Correct dwarf unwind information in function epilogue

This patch aims to provide correct dwarf unwind information in function
epilogue for X86.
It consists of two parts. The first part inserts CFI instructions that set
appropriate cfa offset and cfa register in emitEpilogue() in
X86FrameLowering. This part is X86 specific.

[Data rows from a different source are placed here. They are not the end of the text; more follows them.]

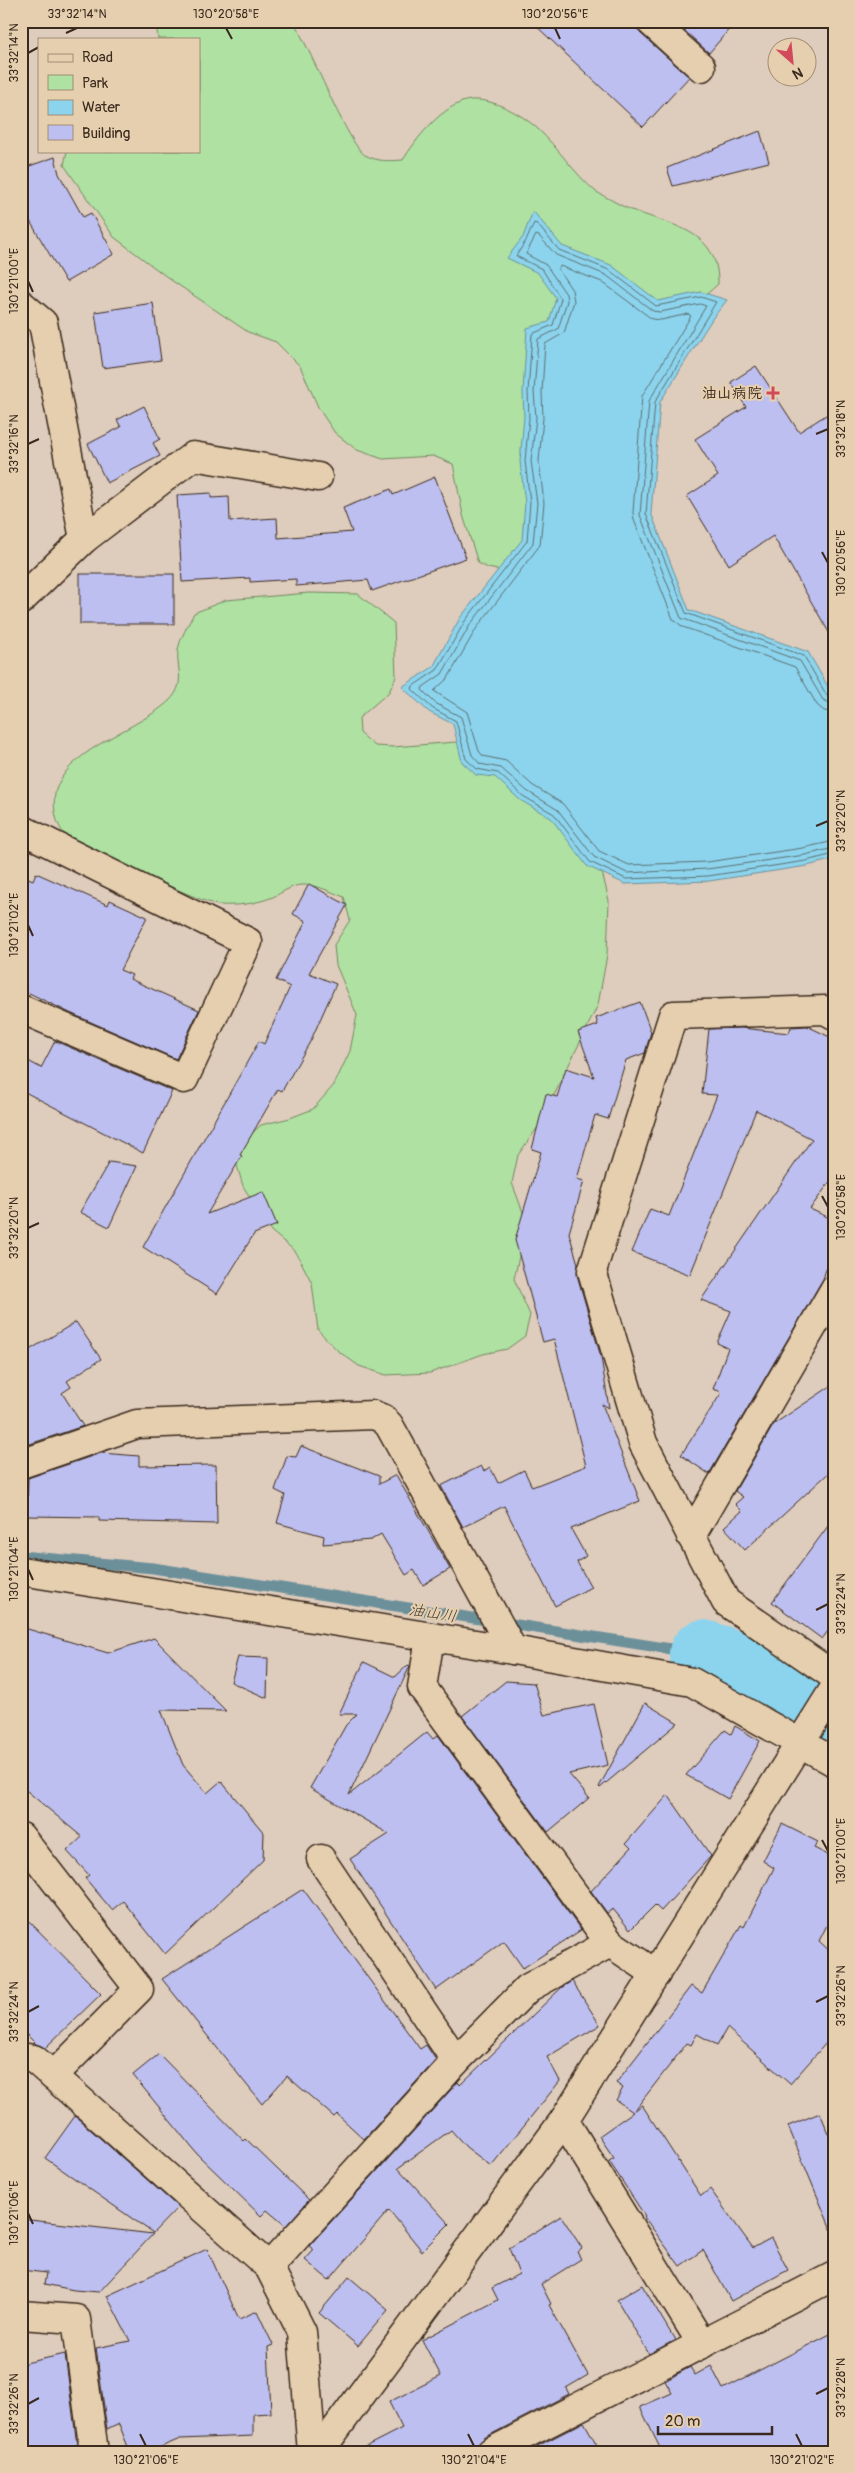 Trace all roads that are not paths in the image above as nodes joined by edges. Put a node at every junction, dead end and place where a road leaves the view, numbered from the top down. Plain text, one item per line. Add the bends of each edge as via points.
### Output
1 (650, 21) edge
2 (701, 67) dead end
3 (21, 304) edge
4 (318, 477) dead end
5 (84, 539) junction
6 (21, 600) edge
7 (21, 829) edge
8 (21, 1009) edge
9 (834, 1015) edge
10 (834, 1290) edge
11 (21, 1464) edge
12 (691, 1536) junction
13 (21, 1571) edge
14 (430, 1638) junction
15 (512, 1650) junction
16 (834, 1676) edge
17 (834, 1690) edge
18 (800, 1742) junction
19 (834, 1762) edge
20 (21, 1837) edge
21 (321, 1859) dead end
22 (610, 1943) junction
23 (656, 1974) junction
24 (21, 2057) edge
25 (456, 2062) junction
26 (53, 2076) junction
27 (564, 2120) junction
28 (269, 2267) junction
29 (834, 2276) edge
30 (21, 2315) edge
31 (702, 2344) junction
32 (94, 2452) edge
33 (312, 2452) edge
34 (319, 2452) edge
35 (491, 2452) edge

1 - 2 street
3 - 5 street via 43,323
4 - 5 street via 193,456
5 - 6 street
7 - 8 street via 248,942 184,1080
9 - 12 street via 825,1010 673,1015 592,1270 643,1444
10 - 12 street
11 - 15 street via 137,1424 374,1415 389,1425
12 - 16 street via 726,1602
13 - 14 street
14 - 15 street
14 - 22 street via 422,1687
15 - 18 street via 692,1682
17 - 18 street
18 - 19 street
18 - 23 street
20 - 26 street via 139,1989
21 - 25 street
22 - 23 street
22 - 25 street via 528,1988
23 - 27 street
24 - 26 street via 34,2059
25 - 28 street
26 - 28 street
27 - 31 street
27 - 34 street
28 - 33 street via 302,2332
29 - 31 street
30 - 32 street via 76,2319
31 - 35 street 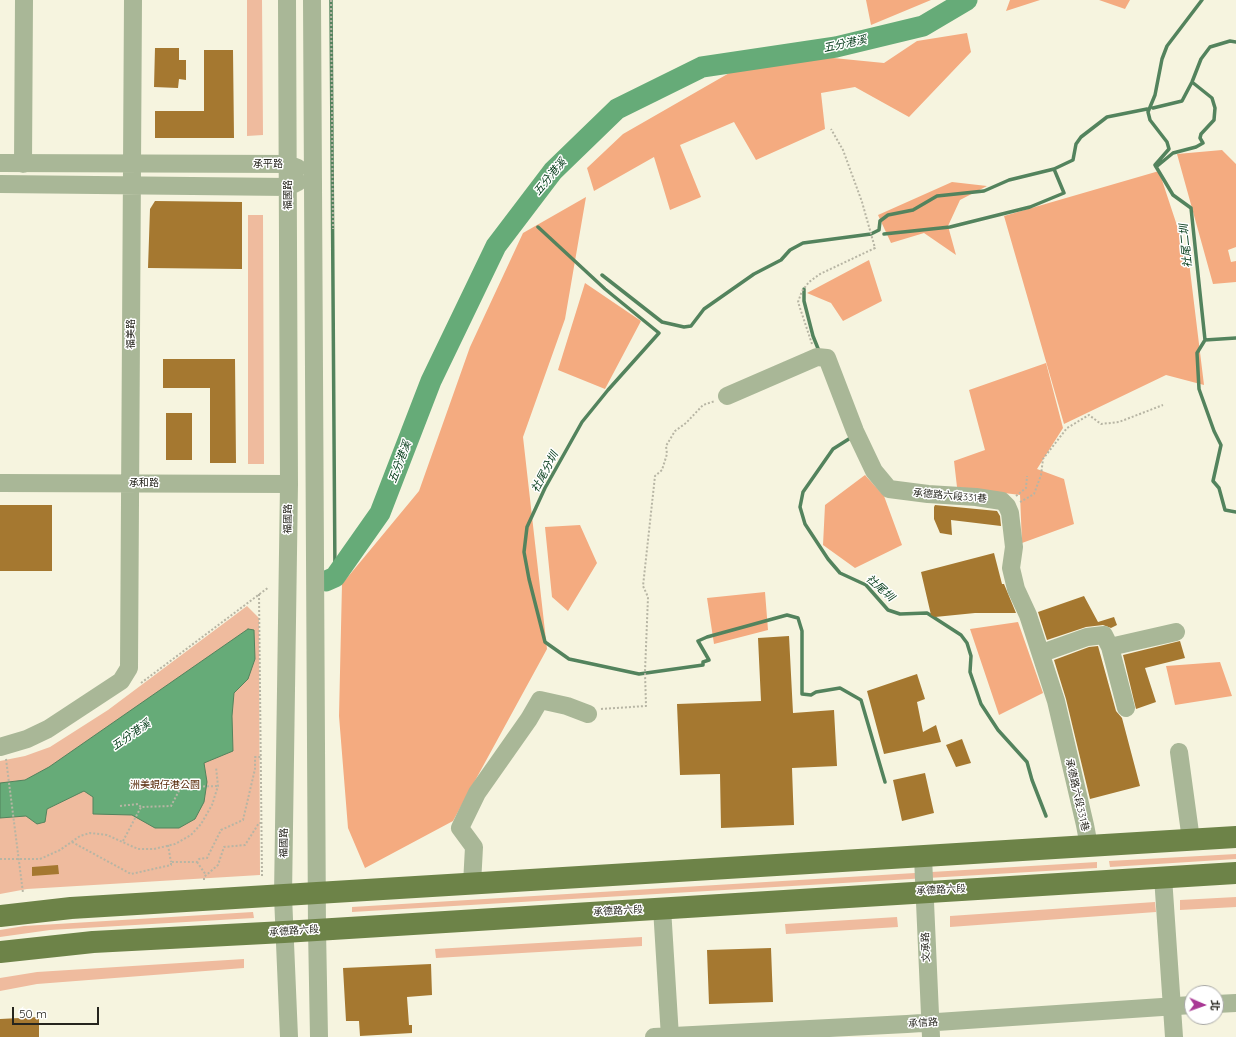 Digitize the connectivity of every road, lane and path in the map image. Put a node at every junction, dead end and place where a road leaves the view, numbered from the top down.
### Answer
1 (24, 0) edge
2 (133, 0) edge
3 (287, 0) edge
4 (312, 0) edge
5 (332, 0) edge
6 (831, 129) dead end
7 (0, 163) edge
8 (23, 164) junction
9 (131, 164) junction
10 (288, 164) junction
11 (313, 174) junction
12 (0, 184) edge
13 (131, 185) junction
14 (288, 187) junction
15 (333, 229) dead end
16 (817, 357) junction
17 (727, 396) joint
18 (1163, 405) dead end
19 (1027, 476) dead end
20 (0, 483) edge
21 (130, 483) junction
22 (289, 484) junction
23 (1009, 509) junction
24 (269, 587) dead end
25 (259, 594) junction
26 (1176, 632) dead end
27 (1110, 647) junction
28 (1042, 653) junction
29 (141, 683) dead end
30 (1126, 708) dead end
31 (588, 714) joint
32 (3, 752) edge
33 (1179, 752) dead end
34 (261, 757) junction
35 (216, 767) dead end
36 (218, 786) junction
37 (120, 806) dead end
38 (141, 807) junction
39 (261, 823) junction
40 (1236, 837) edge
41 (1191, 840) junction
42 (123, 841) junction
43 (72, 842) junction
44 (168, 845) junction
45 (1089, 846) junction
46 (923, 857) junction
47 (0, 858) edge
48 (17, 859) junction
49 (171, 862) junction
50 (197, 862) junction
51 (1236, 873) edge
52 (206, 875) junction
53 (262, 876) dead end
54 (1163, 877) junction
55 (204, 880) dead end
56 (472, 884) junction
57 (924, 891) junction
58 (23, 893) dead end
59 (317, 894) junction
60 (283, 896) junction
61 (662, 908) junction
62 (0, 916) edge
63 (317, 929) junction
64 (284, 932) junction
65 (0, 952) edge
66 (1236, 1003) edge
67 (1224, 1004) edge
68 (1184, 1005) edge
69 (1172, 1006) junction
70 (931, 1030) edge
71 (289, 1037) edge
72 (319, 1037) edge
73 (665, 1037) edge
74 (1174, 1037) edge

1 - 8 street
2 - 9 street, 福美路
3 - 10 street, 福國路
4 - 11 street
5 - 15 path
6 - 16 path
7 - 8 street, 承平路
8 - 9 street, 承平路
9 - 10 street, 承平路
9 - 13 street, 福美路
10 - 11 street, 承平路
10 - 14 street, 福國路
11 - 14 street
11 - 59 street
12 - 13 street
13 - 14 street
13 - 21 street, 福美路
14 - 22 street, 福國路
16 - 17 street
16 - 23 street, 承德路六段331巷
17 - 31 path
18 - 23 path
19 - 23 path
20 - 21 street, 承和路
21 - 22 street, 承和路
21 - 32 street, 福美路
22 - 60 street, 福國路
23 - 28 street, 承德路六段331巷
24 - 25 path
25 - 29 path
25 - 34 path
26 - 27 street
27 - 28 street
27 - 30 street
28 - 45 street, 承德路六段331巷
31 - 56 street
32 - 48 path
33 - 41 street
34 - 39 path
34 - 50 path
35 - 36 path
36 - 38 path
36 - 44 path
37 - 38 path
38 - 42 path
39 - 52 path
39 - 53 path
40 - 41 main road
41 - 45 main road
42 - 43 path
42 - 44 path
43 - 48 path
43 - 49 path
44 - 49 path
45 - 46 main road
46 - 56 main road
46 - 57 street, 文承路
47 - 48 path
48 - 58 path
49 - 50 path
50 - 52 path
51 - 54 main road, 承德路六段
52 - 55 path
54 - 57 main road, 承德路六段
54 - 69 street
56 - 59 main road
57 - 61 main road, 承德路六段
57 - 70 street, 文承路
59 - 60 main road
59 - 63 street
60 - 62 main road
60 - 64 street, 福國路
61 - 63 main road, 承德路六段
61 - 73 street
63 - 64 main road, 承德路六段
63 - 72 street
64 - 65 main road, 承德路六段
64 - 71 street, 福國路
66 - 67 street
68 - 69 street, 承信路
69 - 70 street, 承信路
69 - 74 street
70 - 73 street, 承信路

The second part is platform independent and ensures that:

* CFI instructions do not affect code generation (they are not counted as
  instructions when tail duplicating or tail merging)
* Unwind information remains correct when a function is modified by
  different passes. This is done in a late pass by analyzing information
  about cfa offset and cfa register in BBs and inserting additional CFI
  directives where necessary.

Added CFIInstrInserter pass:

* analyzes each basic block to determine cfa offset and register are valid
  at its entry and exit
* verifies that outgoing cfa offset and register of predecessor blocks match
  incoming values of their successors
* inserts additional CFI directives at basic block beginning to correct the
  rule for calculating CFA

Having CFI instructions in function epilogue can cause incorrect CFA
calculation rule for some basic blocks. This can happen if, due to basic
block reordering, or the existence of multiple epilogue blocks, some of the
blocks have wrong cfa offset and register values set by the epilogue block
above them.
CFIInstrInserter is currently run only on X86, but can be used by any target
that implements support for adding CFI instructions in epilogue.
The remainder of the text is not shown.